Requirement = Find the lines of data that contain the string "highway", then list them.

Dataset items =
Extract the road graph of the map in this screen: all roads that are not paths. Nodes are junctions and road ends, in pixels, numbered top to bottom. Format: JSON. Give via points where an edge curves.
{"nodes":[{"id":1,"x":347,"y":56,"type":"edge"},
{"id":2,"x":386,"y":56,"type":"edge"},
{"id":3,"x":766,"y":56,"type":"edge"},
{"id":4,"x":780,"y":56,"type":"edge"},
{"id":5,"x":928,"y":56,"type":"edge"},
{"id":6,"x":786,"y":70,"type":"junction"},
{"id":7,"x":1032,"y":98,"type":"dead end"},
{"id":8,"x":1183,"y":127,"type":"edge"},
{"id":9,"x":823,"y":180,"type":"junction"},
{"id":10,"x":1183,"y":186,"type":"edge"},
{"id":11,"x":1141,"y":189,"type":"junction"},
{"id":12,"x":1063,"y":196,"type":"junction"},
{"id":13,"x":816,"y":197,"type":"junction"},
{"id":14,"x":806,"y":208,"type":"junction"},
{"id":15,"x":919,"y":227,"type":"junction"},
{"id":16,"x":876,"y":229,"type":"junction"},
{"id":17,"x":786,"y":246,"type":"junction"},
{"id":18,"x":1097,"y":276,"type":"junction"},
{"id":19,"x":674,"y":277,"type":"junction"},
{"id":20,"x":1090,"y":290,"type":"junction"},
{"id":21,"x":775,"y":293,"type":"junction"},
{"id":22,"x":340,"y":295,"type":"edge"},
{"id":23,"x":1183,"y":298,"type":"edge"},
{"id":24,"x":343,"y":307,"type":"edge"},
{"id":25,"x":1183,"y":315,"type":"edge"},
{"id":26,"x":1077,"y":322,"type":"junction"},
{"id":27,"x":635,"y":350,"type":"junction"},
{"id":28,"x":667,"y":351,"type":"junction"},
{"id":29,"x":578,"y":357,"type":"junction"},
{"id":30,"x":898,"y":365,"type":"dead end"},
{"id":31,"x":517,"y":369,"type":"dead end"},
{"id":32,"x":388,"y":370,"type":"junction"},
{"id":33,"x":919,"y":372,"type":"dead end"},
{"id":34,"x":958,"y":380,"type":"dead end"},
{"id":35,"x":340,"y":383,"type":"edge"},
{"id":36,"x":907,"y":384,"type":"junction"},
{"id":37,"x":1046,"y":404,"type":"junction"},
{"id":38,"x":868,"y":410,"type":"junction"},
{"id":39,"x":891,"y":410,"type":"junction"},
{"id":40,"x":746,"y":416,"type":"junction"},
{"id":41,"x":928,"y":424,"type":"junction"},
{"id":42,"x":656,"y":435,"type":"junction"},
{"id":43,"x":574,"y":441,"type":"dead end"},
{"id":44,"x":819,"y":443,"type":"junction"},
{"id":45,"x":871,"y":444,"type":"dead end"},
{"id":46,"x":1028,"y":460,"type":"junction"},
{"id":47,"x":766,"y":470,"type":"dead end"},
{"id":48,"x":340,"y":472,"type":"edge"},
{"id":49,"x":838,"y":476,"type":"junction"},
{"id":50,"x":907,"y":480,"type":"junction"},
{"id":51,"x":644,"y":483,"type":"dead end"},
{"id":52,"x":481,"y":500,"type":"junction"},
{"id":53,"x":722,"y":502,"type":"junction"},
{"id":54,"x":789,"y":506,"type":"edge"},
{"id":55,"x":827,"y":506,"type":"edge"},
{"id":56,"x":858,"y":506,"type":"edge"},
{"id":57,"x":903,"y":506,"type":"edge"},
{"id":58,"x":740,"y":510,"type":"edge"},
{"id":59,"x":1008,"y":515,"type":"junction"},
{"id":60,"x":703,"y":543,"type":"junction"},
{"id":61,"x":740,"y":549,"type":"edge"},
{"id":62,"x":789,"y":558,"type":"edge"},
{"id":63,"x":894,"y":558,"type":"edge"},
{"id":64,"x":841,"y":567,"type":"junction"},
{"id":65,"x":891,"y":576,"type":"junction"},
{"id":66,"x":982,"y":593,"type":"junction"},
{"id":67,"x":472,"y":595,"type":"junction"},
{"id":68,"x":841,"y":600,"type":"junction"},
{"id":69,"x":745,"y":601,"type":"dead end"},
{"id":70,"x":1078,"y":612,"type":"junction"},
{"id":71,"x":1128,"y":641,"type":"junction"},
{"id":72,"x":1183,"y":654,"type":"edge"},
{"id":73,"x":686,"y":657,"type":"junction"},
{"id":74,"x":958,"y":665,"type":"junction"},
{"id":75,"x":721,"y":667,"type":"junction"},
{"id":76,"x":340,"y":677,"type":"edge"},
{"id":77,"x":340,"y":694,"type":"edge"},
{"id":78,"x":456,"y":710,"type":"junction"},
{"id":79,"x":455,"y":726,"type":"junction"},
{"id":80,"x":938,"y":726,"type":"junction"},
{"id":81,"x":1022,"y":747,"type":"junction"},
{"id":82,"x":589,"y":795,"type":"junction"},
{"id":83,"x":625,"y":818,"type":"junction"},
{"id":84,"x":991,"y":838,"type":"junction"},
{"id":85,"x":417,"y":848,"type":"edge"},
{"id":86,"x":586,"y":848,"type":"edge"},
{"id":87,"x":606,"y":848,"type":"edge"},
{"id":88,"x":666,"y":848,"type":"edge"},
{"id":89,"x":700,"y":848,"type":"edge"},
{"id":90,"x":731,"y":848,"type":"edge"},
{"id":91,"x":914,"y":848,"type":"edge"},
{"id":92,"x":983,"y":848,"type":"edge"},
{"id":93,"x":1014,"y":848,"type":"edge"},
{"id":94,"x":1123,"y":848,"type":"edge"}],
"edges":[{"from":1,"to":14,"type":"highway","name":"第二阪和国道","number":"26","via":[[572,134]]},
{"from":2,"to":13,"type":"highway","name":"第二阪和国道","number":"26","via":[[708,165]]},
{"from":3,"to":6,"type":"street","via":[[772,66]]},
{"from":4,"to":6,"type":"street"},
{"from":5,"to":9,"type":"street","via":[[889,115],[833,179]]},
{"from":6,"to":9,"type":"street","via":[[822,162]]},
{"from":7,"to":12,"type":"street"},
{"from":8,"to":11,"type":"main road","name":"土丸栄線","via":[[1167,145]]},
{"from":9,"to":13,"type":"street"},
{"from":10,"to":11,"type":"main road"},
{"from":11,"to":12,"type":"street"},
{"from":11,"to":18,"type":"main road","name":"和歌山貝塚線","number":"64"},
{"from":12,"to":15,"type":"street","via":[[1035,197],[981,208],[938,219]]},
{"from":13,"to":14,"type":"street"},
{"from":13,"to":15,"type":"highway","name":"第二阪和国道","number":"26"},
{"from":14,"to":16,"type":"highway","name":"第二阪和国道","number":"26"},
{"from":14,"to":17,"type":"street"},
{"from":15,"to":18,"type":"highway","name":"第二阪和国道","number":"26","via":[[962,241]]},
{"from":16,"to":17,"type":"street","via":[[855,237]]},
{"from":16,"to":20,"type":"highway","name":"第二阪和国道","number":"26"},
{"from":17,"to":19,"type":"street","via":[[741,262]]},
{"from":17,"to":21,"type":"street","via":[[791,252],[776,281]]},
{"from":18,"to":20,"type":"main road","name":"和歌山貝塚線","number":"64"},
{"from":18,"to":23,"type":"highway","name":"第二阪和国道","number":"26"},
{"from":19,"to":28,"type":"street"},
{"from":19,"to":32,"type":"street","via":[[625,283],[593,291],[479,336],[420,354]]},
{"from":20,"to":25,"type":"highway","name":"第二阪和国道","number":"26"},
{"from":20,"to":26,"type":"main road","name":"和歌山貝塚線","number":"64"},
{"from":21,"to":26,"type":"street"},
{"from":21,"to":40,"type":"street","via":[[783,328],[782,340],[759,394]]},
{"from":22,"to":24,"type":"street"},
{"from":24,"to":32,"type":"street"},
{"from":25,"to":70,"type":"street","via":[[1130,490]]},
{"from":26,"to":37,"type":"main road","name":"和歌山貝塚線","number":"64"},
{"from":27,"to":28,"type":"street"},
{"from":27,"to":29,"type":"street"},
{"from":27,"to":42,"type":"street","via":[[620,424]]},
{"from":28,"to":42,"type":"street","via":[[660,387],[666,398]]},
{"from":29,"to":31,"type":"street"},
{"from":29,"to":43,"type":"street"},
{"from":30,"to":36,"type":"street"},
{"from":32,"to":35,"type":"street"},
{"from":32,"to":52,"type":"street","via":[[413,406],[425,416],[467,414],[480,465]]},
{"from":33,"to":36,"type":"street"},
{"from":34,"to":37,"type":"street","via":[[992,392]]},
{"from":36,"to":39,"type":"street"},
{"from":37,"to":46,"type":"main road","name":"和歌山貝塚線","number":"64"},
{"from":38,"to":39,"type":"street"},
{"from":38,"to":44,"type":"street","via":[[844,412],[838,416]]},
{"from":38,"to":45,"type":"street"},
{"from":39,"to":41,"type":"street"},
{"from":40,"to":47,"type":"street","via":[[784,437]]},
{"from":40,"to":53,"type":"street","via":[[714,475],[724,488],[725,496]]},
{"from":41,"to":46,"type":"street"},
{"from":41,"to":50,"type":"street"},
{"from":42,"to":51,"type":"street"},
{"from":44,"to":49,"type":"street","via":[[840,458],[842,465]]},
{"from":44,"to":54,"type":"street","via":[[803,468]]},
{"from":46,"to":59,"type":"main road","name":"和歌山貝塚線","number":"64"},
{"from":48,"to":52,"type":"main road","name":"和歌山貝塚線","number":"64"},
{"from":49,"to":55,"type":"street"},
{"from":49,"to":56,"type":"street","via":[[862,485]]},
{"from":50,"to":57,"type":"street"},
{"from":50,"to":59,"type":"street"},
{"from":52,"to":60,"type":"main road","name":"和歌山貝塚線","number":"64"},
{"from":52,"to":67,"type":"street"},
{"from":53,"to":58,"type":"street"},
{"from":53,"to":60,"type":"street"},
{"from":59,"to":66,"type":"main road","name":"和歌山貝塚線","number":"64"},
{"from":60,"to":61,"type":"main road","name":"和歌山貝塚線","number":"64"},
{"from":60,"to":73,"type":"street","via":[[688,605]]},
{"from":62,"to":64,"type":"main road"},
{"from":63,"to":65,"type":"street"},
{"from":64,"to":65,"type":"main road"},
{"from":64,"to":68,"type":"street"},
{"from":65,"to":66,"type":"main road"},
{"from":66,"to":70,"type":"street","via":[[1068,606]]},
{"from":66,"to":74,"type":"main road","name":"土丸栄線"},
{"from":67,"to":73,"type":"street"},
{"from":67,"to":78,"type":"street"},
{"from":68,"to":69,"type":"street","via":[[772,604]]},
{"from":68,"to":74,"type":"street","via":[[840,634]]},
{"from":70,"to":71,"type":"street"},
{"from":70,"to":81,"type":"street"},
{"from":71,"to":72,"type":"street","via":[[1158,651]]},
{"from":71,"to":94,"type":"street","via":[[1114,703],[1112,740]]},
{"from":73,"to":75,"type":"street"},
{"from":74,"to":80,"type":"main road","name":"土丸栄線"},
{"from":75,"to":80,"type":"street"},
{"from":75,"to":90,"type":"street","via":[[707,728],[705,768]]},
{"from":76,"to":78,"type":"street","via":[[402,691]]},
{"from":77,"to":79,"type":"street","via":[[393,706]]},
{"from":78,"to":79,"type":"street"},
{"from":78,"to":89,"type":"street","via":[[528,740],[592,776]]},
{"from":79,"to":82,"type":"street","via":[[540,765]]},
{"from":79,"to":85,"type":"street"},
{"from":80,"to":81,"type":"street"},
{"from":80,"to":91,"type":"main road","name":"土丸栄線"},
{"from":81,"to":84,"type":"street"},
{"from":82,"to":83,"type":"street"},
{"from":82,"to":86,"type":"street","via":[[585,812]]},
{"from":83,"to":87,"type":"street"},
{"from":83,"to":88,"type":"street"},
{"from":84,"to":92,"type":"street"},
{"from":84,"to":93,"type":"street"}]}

Response =
"edges":[{"from":1,"to":14,"type":"highway","name":"第二阪和国道","number":"26","via":[[572,134]]},
{"from":2,"to":13,"type":"highway","name":"第二阪和国道","number":"26","via":[[708,165]]},
{"from":13,"to":15,"type":"highway","name":"第二阪和国道","number":"26"},
{"from":14,"to":16,"type":"highway","name":"第二阪和国道","number":"26"},
{"from":15,"to":18,"type":"highway","name":"第二阪和国道","number":"26","via":[[962,241]]},
{"from":16,"to":20,"type":"highway","name":"第二阪和国道","number":"26"},
{"from":18,"to":23,"type":"highway","name":"第二阪和国道","number":"26"},
{"from":20,"to":25,"type":"highway","name":"第二阪和国道","number":"26"},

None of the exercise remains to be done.